:: Material for this task ::

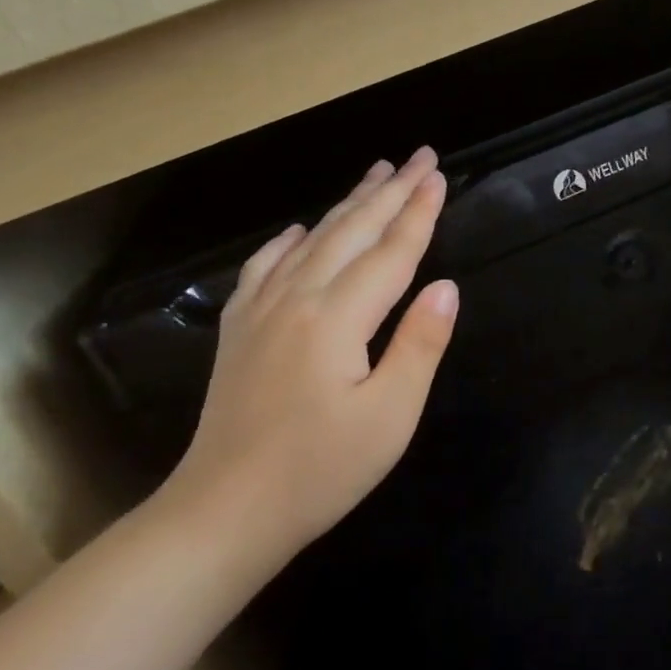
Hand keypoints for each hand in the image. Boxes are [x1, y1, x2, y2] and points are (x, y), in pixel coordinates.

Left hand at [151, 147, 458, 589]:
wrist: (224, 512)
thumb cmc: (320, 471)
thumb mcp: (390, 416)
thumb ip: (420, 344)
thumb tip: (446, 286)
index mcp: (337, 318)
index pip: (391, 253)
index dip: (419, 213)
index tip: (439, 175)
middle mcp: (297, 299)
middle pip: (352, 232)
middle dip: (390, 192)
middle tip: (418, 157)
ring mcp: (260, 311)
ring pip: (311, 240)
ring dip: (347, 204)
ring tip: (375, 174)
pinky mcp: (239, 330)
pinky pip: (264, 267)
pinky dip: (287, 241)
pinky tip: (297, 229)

:::
:: Material for this task ::

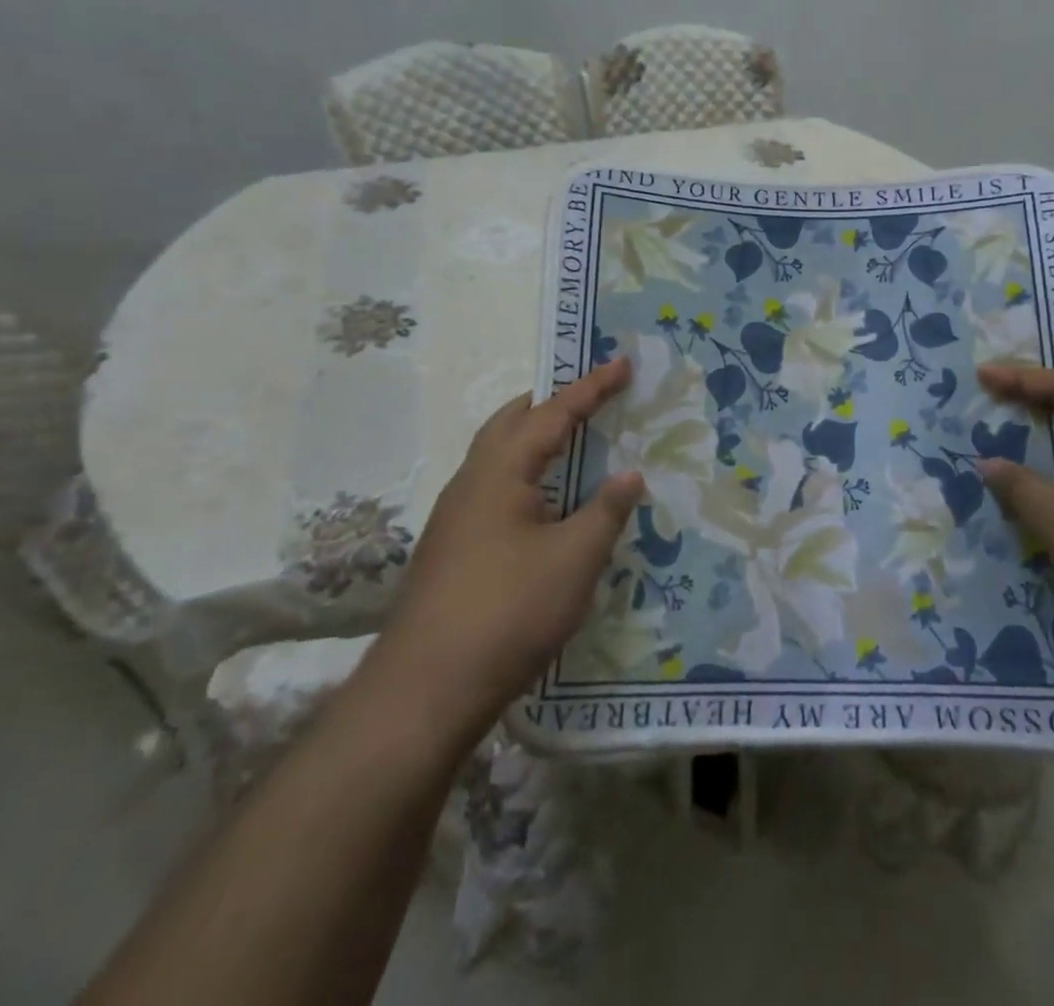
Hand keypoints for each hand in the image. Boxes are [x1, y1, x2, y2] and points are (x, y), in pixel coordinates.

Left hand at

:::
:: Material for this task ::

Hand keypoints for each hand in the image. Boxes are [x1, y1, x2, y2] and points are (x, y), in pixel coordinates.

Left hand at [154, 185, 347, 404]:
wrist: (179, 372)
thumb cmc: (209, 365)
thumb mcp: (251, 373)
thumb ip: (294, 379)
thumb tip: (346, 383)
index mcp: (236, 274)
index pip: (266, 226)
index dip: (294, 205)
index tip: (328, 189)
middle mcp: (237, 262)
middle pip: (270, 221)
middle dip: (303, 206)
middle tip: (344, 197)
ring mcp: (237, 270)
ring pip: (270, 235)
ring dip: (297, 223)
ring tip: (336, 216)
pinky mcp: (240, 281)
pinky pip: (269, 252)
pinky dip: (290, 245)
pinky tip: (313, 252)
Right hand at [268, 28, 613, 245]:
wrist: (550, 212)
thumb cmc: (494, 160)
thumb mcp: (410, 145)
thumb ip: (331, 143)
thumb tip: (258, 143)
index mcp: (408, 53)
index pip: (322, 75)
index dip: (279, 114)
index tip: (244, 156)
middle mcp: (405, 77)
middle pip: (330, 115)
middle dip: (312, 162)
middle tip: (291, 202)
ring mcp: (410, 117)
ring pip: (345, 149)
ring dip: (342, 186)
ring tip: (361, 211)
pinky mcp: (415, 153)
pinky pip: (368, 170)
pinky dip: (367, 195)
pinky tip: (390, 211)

:::

Problem to solve> Word for word, restate the lines of the listing above starting at the line with "middle mcp: (297, 299)" and ending at the line with "pinky tip: (297, 229)", and nothing outside them.

Your response>
middle mcp: (297, 299)
middle pip: (352, 232)
middle dip: (390, 192)
middle tip: (418, 157)
ring mcp: (260, 311)
ring pip: (311, 240)
ring dip: (347, 204)
ring tip: (375, 174)
pinky mcp: (239, 330)
pinky pip: (264, 267)
pinky dip: (287, 241)
pinky tip: (297, 229)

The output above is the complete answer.